** Problem requirements **
Go through the lines below and copy any that hold the string "each".

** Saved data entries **
==*==

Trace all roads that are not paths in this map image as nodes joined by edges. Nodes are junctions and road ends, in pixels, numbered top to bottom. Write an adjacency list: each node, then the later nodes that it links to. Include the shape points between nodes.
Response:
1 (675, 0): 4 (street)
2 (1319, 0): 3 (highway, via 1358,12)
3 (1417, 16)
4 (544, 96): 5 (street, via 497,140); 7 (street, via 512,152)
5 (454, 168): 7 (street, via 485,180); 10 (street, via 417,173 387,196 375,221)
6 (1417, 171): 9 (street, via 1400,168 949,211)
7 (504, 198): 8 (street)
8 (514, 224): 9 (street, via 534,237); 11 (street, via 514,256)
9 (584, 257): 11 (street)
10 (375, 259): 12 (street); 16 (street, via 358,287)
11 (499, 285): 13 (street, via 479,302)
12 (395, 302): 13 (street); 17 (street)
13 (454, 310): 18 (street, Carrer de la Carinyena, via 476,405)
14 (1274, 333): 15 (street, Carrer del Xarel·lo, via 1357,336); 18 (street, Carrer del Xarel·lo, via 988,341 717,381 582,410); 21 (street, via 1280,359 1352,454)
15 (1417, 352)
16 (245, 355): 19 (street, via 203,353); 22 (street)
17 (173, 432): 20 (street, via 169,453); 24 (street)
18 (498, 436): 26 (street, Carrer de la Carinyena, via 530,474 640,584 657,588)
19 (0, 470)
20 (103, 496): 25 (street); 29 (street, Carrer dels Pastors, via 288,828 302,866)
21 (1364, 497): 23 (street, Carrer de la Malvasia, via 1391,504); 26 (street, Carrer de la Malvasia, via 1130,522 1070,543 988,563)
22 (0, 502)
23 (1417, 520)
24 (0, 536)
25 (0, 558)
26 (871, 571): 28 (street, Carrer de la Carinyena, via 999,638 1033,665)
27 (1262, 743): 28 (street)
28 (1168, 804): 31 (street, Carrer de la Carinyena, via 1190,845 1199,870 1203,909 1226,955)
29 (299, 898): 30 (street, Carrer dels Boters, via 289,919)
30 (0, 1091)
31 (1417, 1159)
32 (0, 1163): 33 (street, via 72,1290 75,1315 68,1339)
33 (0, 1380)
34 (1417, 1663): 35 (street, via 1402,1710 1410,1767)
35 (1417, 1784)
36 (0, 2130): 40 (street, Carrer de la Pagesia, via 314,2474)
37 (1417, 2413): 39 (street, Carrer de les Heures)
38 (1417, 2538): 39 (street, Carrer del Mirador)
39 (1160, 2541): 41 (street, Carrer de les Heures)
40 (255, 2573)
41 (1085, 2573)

==*==

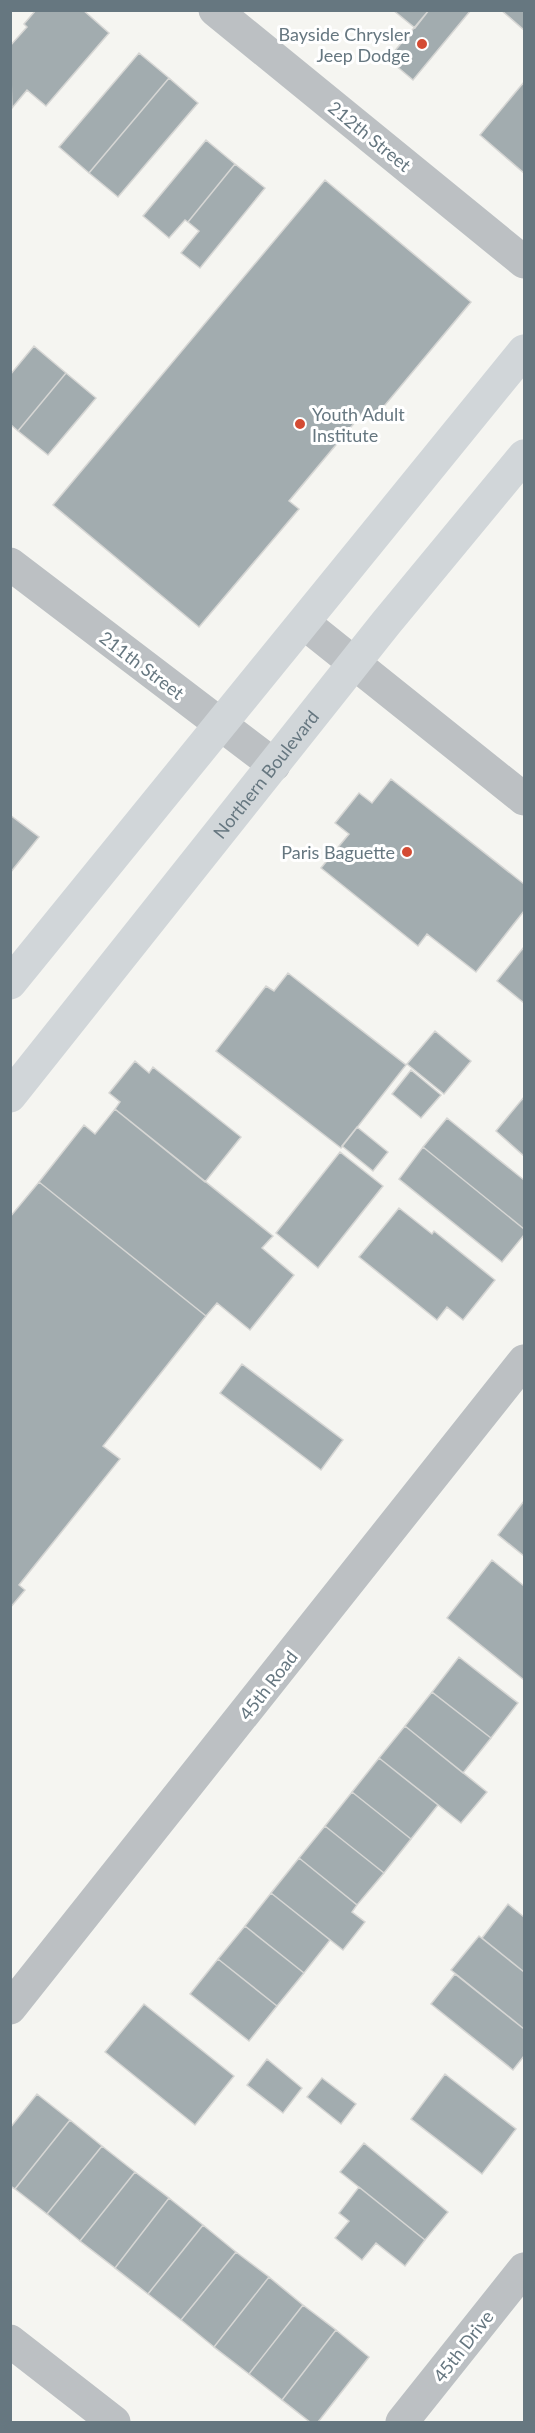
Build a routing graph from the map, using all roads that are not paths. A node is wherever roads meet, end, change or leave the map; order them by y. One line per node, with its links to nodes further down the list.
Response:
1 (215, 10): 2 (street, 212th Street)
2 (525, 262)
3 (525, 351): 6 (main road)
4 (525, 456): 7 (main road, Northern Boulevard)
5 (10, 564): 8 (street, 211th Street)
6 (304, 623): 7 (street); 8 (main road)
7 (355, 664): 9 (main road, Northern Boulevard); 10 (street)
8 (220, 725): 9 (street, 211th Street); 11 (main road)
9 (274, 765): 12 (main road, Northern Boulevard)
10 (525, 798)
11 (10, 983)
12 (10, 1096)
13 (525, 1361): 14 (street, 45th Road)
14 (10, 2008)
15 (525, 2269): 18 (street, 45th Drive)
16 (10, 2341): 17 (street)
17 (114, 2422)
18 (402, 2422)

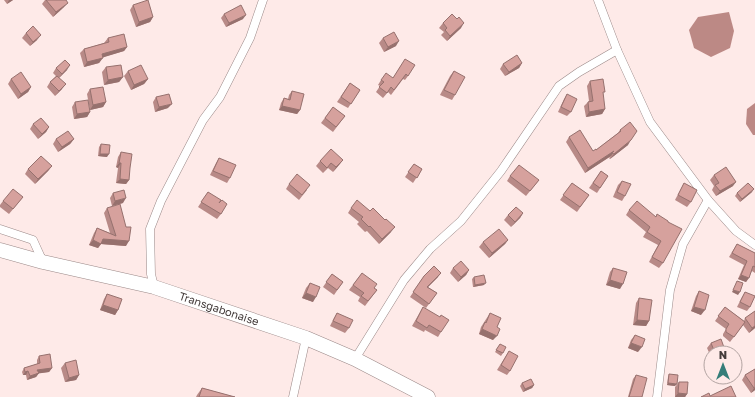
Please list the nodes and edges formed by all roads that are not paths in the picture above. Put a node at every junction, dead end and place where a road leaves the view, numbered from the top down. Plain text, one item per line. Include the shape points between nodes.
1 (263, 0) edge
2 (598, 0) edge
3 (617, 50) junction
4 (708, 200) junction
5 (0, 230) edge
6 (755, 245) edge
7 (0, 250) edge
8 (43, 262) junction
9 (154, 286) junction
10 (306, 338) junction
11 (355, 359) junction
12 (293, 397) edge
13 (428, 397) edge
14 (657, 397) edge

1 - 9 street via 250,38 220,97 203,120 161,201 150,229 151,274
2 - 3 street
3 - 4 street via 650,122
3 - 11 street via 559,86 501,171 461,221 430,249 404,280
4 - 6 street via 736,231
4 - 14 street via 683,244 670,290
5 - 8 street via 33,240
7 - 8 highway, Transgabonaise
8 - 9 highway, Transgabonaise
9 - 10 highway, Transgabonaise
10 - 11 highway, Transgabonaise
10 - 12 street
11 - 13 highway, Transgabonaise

==*==

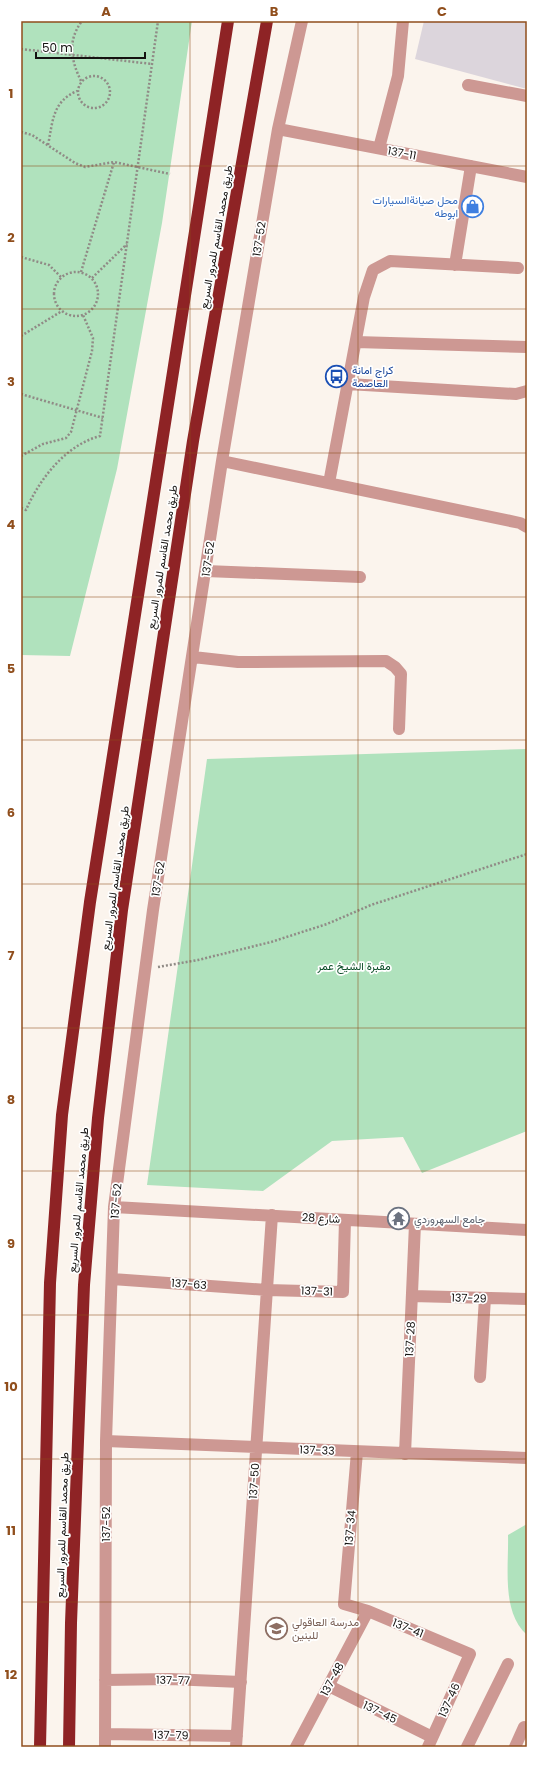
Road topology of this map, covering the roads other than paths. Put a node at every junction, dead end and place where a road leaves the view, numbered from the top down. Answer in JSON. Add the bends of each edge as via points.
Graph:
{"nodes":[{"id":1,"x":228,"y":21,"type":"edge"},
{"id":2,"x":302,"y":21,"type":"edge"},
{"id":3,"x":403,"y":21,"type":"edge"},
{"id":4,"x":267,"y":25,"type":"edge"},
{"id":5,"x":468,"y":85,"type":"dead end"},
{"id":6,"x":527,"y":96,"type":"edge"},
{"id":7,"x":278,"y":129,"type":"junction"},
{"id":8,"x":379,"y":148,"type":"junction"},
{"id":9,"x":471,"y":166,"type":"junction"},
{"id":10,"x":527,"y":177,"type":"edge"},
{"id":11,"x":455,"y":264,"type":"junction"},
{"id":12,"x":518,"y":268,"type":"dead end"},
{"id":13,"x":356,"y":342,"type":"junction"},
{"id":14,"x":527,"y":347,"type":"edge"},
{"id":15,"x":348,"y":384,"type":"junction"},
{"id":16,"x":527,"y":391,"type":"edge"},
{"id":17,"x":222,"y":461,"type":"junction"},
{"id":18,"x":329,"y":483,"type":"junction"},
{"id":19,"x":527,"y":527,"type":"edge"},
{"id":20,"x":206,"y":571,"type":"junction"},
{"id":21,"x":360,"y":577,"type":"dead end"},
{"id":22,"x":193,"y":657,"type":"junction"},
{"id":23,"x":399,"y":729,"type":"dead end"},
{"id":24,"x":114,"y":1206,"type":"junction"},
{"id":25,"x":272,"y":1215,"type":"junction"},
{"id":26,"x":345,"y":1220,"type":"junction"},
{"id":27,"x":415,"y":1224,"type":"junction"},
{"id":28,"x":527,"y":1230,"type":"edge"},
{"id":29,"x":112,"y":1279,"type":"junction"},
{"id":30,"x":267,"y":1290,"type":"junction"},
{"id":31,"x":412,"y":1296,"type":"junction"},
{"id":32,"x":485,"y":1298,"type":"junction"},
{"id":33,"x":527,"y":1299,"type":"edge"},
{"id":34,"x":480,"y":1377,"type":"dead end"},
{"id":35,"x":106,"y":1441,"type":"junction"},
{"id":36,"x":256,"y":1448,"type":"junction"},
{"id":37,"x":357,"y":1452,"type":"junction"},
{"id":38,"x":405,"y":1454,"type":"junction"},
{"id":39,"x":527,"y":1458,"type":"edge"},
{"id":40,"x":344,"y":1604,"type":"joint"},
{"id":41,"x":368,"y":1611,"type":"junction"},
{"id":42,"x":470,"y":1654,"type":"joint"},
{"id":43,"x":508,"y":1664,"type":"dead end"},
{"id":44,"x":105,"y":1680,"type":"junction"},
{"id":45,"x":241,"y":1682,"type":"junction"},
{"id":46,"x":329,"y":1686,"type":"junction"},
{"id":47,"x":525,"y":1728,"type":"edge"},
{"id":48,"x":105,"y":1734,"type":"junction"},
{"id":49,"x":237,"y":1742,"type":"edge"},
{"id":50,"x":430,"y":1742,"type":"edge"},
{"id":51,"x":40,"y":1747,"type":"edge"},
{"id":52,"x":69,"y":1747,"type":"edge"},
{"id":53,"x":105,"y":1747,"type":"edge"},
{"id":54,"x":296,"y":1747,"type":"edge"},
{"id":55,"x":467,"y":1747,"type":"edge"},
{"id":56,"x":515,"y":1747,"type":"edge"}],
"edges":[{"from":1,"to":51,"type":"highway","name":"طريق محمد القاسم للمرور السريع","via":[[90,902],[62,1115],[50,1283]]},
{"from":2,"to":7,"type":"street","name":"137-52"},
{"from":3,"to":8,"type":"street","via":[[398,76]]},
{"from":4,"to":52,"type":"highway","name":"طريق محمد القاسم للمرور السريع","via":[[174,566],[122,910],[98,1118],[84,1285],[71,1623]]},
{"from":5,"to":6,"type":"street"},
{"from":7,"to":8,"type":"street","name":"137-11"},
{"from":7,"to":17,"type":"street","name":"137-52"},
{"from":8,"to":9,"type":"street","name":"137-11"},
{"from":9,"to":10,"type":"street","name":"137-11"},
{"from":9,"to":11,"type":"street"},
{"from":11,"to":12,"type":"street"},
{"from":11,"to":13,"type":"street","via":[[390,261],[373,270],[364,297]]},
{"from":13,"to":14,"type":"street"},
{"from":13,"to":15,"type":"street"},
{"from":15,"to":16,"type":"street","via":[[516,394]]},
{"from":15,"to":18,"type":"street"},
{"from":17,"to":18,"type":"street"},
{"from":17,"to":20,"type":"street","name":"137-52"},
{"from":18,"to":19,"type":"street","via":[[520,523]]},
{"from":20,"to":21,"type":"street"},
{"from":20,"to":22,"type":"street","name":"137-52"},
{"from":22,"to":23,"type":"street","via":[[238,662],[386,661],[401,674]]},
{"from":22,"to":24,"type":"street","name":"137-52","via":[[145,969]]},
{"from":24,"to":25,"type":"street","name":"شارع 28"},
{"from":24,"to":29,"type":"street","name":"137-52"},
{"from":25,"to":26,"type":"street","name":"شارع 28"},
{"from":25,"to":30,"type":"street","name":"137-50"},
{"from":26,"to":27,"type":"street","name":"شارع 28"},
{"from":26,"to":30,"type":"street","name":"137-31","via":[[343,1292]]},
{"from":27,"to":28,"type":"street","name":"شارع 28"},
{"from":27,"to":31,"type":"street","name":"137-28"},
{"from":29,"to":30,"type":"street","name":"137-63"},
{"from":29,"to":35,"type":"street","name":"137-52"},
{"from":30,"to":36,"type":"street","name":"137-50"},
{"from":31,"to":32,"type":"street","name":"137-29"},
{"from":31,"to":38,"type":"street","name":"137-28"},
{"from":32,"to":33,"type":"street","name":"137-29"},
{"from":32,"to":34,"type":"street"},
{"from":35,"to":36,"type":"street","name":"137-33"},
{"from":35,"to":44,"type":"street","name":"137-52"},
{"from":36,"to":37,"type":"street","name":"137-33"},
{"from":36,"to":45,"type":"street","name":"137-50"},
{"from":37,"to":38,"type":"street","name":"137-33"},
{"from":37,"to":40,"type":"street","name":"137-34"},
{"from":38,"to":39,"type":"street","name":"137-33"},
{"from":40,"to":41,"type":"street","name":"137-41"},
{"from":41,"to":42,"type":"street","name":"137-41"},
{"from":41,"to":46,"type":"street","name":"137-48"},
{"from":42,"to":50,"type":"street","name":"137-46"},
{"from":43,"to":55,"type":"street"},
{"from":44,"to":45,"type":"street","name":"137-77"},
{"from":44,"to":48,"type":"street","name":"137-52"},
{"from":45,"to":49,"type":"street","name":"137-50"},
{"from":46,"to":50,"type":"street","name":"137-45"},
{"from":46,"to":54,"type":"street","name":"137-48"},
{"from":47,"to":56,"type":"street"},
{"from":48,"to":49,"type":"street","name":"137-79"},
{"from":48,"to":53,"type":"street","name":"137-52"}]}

==*==

** Solution for this task **
Trace all roads that are not paths in this map image as nodes joined by edges. Nodes are junctions and road ends, in pixels, numbered top to bottom. Write an adjacency list: each node, then the later nodes that it links to. Include the shape points between nodes.
Road topology of this map, covering the roads other than paths. Put a node at every junction, dead end and place where a road leaves the view, numbered from the top down. Answer in JSON. Add the bends of each edge as via points.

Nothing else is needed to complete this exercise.